Transcribe every entry word for word, but drop the pictures.

Task inputs:
■ ■ ■ ■ ■ ■ ■

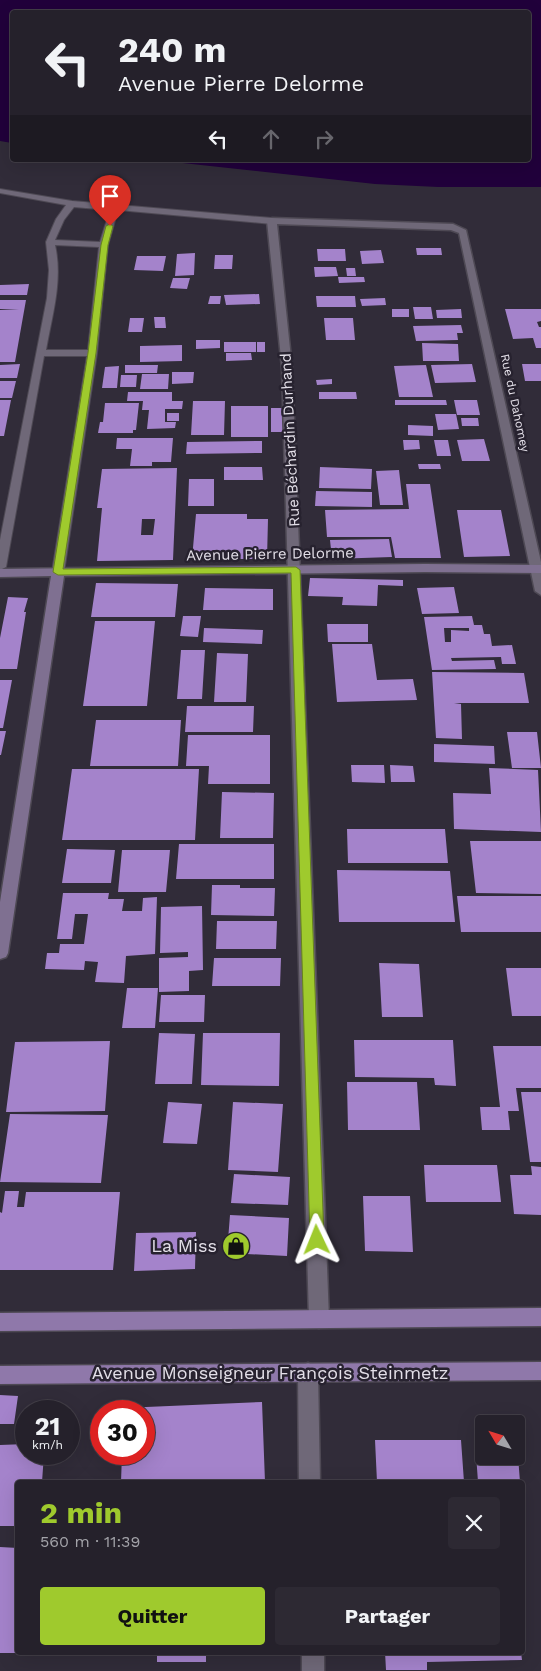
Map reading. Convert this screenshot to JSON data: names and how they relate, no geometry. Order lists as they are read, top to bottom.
{
  "streets": {
    "main road": ["Avenue Pierre Delorme", "Avenue Monseigneur François Steinmetz"],
    "street": ["Rue du Dahomey", "Rue Béchardin Durhand"]
  },
  "crossings": [
    ["Rue du Dahomey", "Rue Béchardin Durhand"],
    ["Rue du Dahomey", "Avenue Pierre Delorme"],
    ["Rue Béchardin Durhand", "Avenue Pierre Delorme"]
  ],
  "places": {
    "shop": ["La Miss"]
  },
  "north": "top left",
  "page": {
    "turn": ["240 m", "Avenue Pierre Delorme"],
    "speed": "21 km/h",
    "limit": "30",
    "heading": ["2 min", "560 m · 11:39"],
    "buttons": ["Quitter", "Partager"]
  }
}
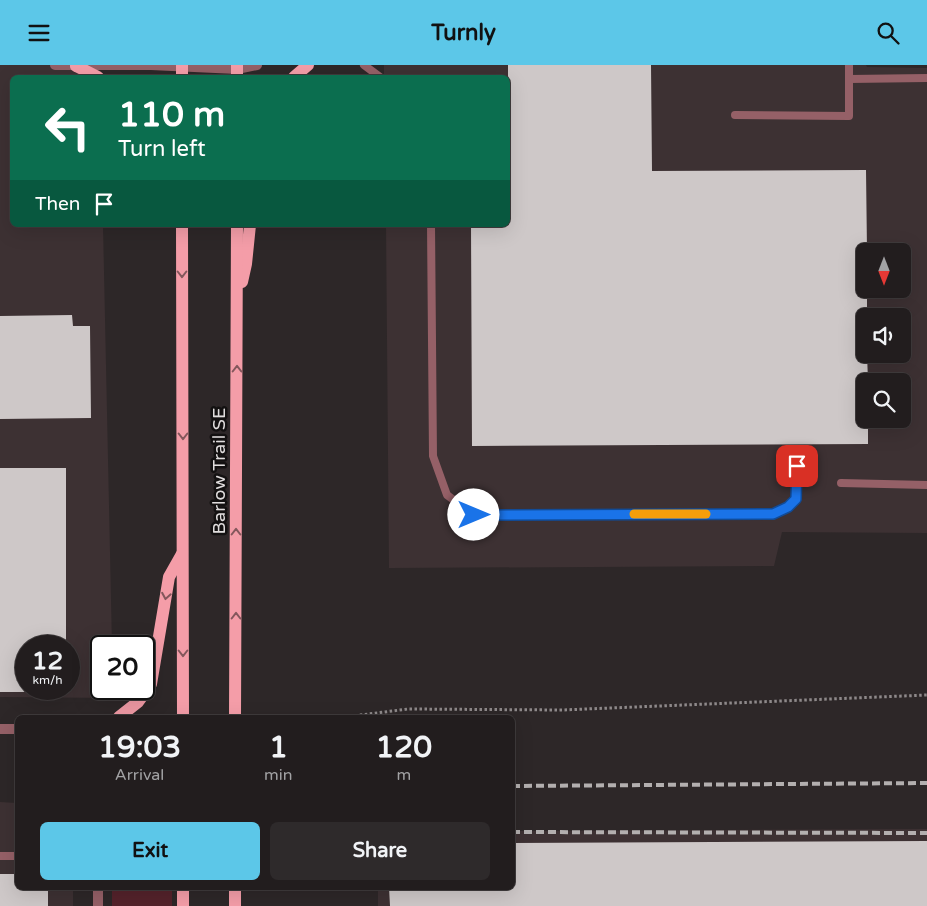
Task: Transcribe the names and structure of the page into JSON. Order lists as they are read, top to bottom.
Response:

■ ■ ■ ■ ■ ■ ■

Answer to this task:
Map reading. Convert this screenshot to JSON data: names and how they relate, no geometry. Order lists as they are read, top to bottom.
{
  "streets": {
    "main road": ["Avenue Pierre Delorme", "Avenue Monseigneur François Steinmetz"],
    "street": ["Rue du Dahomey", "Rue Béchardin Durhand"]
  },
  "crossings": [
    ["Rue du Dahomey", "Rue Béchardin Durhand"],
    ["Rue du Dahomey", "Avenue Pierre Delorme"],
    ["Rue Béchardin Durhand", "Avenue Pierre Delorme"]
  ],
  "places": {
    "shop": ["La Miss"]
  },
  "north": "top left",
  "page": {
    "turn": ["240 m", "Avenue Pierre Delorme"],
    "speed": "21 km/h",
    "limit": "30",
    "heading": ["2 min", "560 m · 11:39"],
    "buttons": ["Quitter", "Partager"]
  }
}
Task: Transcribe the names and structure of the page into JSON. Order lists as they are read, top to bottom.
Response:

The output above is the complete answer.